Evliyanın Büyüklerinden Cüneyd-i Bağdadî Hazretleri
Cüneyd-i Bağdadî rahmetullahi aleyh, evliyaların büyüklerinden, tasavvuf terimlerini, usul ve esaslarını tesbit ederek tasavvufun ortaya çıkışını sağlayan büyük sûfîlerden biri olarak tanınmıştır. Onun tasavvuf yoluna dair nasihatleri hem kendi risâleleri hem de kaynak eserler yoluyla sonradan gelen sûfîlerin yolunu aydınlatmıştır.

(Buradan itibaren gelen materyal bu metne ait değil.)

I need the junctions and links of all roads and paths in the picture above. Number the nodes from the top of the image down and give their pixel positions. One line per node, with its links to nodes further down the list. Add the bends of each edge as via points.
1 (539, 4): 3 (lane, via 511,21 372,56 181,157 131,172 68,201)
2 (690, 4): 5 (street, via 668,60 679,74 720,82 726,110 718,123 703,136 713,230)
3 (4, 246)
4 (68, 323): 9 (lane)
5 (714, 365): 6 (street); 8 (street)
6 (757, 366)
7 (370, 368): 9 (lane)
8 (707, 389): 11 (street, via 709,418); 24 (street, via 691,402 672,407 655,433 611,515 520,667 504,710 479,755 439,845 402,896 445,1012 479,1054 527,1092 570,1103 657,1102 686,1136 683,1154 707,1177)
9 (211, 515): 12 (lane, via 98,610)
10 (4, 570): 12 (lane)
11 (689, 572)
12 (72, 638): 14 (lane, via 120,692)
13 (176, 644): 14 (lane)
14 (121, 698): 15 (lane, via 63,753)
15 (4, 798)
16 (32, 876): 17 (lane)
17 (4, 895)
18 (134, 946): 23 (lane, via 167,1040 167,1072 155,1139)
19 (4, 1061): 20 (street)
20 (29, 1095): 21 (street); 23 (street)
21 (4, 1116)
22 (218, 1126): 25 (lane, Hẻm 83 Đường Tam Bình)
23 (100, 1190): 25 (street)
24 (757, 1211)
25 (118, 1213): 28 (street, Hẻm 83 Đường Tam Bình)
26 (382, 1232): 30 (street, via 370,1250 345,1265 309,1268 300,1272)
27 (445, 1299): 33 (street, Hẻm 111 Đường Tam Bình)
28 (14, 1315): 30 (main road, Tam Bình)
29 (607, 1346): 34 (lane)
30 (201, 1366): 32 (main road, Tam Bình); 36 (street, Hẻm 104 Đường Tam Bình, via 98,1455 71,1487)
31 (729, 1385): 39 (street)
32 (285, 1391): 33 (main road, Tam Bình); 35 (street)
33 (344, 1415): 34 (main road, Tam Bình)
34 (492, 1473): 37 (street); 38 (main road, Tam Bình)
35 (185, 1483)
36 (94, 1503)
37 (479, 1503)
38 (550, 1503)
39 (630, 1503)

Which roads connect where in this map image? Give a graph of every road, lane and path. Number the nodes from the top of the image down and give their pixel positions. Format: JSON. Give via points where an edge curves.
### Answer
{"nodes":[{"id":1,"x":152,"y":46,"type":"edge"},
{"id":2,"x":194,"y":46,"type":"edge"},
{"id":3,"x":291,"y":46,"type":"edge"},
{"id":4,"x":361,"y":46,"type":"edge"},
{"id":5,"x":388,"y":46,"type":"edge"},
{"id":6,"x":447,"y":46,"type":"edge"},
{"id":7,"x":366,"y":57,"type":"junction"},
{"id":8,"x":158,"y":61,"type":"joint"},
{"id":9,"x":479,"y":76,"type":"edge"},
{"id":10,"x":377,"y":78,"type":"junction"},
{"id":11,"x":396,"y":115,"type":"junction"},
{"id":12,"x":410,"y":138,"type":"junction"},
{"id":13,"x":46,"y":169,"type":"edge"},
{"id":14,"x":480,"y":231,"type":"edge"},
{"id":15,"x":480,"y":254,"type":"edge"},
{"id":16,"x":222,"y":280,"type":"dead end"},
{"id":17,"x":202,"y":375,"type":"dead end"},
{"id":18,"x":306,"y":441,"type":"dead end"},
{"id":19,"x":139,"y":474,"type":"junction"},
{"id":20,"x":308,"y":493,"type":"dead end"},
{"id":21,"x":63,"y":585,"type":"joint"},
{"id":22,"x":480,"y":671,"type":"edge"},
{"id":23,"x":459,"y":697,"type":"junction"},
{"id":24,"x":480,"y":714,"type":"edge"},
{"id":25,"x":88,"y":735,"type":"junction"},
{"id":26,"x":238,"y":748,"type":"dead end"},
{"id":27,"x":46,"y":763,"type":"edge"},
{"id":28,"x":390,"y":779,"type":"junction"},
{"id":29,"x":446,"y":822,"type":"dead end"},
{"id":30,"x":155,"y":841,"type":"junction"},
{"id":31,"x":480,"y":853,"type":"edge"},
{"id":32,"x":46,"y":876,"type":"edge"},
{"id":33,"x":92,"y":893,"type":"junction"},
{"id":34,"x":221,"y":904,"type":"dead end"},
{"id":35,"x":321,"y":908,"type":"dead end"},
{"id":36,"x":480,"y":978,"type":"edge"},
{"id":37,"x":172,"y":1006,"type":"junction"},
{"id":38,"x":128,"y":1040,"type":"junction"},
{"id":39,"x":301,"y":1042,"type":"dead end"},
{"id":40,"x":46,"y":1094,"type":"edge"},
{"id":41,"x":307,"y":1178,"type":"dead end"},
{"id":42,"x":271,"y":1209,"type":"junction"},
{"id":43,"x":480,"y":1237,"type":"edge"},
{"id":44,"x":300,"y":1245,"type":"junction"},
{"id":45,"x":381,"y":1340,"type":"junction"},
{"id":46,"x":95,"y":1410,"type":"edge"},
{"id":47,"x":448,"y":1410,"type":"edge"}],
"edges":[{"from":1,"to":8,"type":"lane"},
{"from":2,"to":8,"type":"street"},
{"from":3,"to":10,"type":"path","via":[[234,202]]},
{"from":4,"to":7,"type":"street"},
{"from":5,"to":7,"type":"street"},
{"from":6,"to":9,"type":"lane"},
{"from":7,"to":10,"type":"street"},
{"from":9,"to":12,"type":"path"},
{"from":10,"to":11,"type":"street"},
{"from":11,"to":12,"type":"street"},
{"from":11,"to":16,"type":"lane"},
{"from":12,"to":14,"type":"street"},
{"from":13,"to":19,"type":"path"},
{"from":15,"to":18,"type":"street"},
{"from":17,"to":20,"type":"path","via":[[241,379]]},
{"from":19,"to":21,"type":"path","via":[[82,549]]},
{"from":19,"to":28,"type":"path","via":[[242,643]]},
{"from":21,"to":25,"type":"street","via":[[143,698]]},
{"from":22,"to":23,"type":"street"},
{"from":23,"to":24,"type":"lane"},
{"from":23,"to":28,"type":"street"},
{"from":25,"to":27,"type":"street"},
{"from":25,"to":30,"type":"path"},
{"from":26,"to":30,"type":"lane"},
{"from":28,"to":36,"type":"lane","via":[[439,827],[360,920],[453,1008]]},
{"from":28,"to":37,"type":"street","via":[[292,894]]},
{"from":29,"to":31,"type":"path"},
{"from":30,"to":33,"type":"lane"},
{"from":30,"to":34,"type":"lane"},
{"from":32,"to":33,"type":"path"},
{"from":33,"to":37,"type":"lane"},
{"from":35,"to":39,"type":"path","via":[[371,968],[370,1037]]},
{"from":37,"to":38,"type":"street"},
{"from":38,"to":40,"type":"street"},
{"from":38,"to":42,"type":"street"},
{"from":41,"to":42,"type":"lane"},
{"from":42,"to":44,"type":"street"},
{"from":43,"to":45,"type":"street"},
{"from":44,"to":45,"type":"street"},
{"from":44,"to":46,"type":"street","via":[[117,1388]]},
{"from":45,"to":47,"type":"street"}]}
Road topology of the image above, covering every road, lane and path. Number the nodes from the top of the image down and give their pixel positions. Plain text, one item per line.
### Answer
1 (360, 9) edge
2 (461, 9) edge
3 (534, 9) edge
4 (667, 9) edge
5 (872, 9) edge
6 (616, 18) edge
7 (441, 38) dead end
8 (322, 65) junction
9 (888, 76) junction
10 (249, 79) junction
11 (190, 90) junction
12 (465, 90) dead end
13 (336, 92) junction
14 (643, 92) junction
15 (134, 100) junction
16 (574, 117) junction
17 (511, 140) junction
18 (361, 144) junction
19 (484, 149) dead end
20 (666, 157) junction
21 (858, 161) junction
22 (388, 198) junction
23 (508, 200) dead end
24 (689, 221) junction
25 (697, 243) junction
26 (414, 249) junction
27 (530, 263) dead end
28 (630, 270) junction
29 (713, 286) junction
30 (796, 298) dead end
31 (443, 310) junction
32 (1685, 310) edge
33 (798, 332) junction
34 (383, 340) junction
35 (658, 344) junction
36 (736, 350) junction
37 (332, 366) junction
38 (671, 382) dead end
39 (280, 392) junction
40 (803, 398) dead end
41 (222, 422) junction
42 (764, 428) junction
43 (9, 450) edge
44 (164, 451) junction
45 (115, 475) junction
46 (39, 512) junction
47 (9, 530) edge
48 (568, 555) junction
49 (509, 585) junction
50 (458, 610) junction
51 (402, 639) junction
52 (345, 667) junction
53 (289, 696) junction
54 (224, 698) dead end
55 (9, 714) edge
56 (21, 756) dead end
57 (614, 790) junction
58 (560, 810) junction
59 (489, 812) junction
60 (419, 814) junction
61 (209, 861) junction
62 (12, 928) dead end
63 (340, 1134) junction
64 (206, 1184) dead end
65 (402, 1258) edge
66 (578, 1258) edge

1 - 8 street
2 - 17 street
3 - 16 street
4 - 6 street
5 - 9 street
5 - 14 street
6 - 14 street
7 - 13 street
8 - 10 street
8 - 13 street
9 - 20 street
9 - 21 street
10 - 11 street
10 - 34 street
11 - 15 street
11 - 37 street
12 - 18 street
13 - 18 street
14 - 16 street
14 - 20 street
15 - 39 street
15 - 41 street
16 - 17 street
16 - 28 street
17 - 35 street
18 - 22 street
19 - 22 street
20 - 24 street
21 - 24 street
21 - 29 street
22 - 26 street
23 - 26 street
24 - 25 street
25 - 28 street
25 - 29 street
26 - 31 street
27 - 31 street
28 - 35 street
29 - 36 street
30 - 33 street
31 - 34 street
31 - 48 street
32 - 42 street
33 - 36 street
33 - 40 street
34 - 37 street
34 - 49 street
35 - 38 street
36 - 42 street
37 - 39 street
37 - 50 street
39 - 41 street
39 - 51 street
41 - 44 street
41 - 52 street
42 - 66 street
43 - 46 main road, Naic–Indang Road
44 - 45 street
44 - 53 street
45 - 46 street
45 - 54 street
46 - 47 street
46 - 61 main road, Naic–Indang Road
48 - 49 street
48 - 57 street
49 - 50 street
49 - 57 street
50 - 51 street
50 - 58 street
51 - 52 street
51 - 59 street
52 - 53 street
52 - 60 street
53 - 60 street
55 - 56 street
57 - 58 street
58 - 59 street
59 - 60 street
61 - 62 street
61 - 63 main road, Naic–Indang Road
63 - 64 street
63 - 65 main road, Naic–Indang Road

Asıl adıyla, Cüneyd bin Muhammed 822 (H.207)’de Nehâvend’de doğmuştur. Bağdat’ta büyüyen ve orada devrin alimlerinden zâhirî ve mânevî ilimler öğrenen Cüneyd-i Bağdadî, ilimde yüksek derecelere nail oldu.
Cüneyd’in babası ticaret ile meşgul olan, hâli vakti yerinde ama âlimlere büyük hürmet besleyen salih bir kimseydi. Oğlunu küçük yaştan itibaren ilim tahsiline yönlendirdi. Cüneyd-i Bağdadî hazretleri zâhirî ilimleri, İmâm-ı Şâfiî’nin talebelerinden Ebû Sevr’den okudu. Onun hadis ilimleri okuduğu çok sayıda alimler arasında Ebû Ali Hasan b. Arefe el-Abdî gibi zatlar da bulunuyordu.
Cüneyd-i Bağdadî’nin tasavvuf yolunda istifade ettiği mürşidi, dayısı Serî es-Sakatî rahimehullah idi. Serî hazretleri, onun önce şer‘î ilimleri öğrenmesini teşvik ederek, “Allah seni sûfî hadisçi değil hadisçi sûfî kılsın” şeklinde dua etmişti.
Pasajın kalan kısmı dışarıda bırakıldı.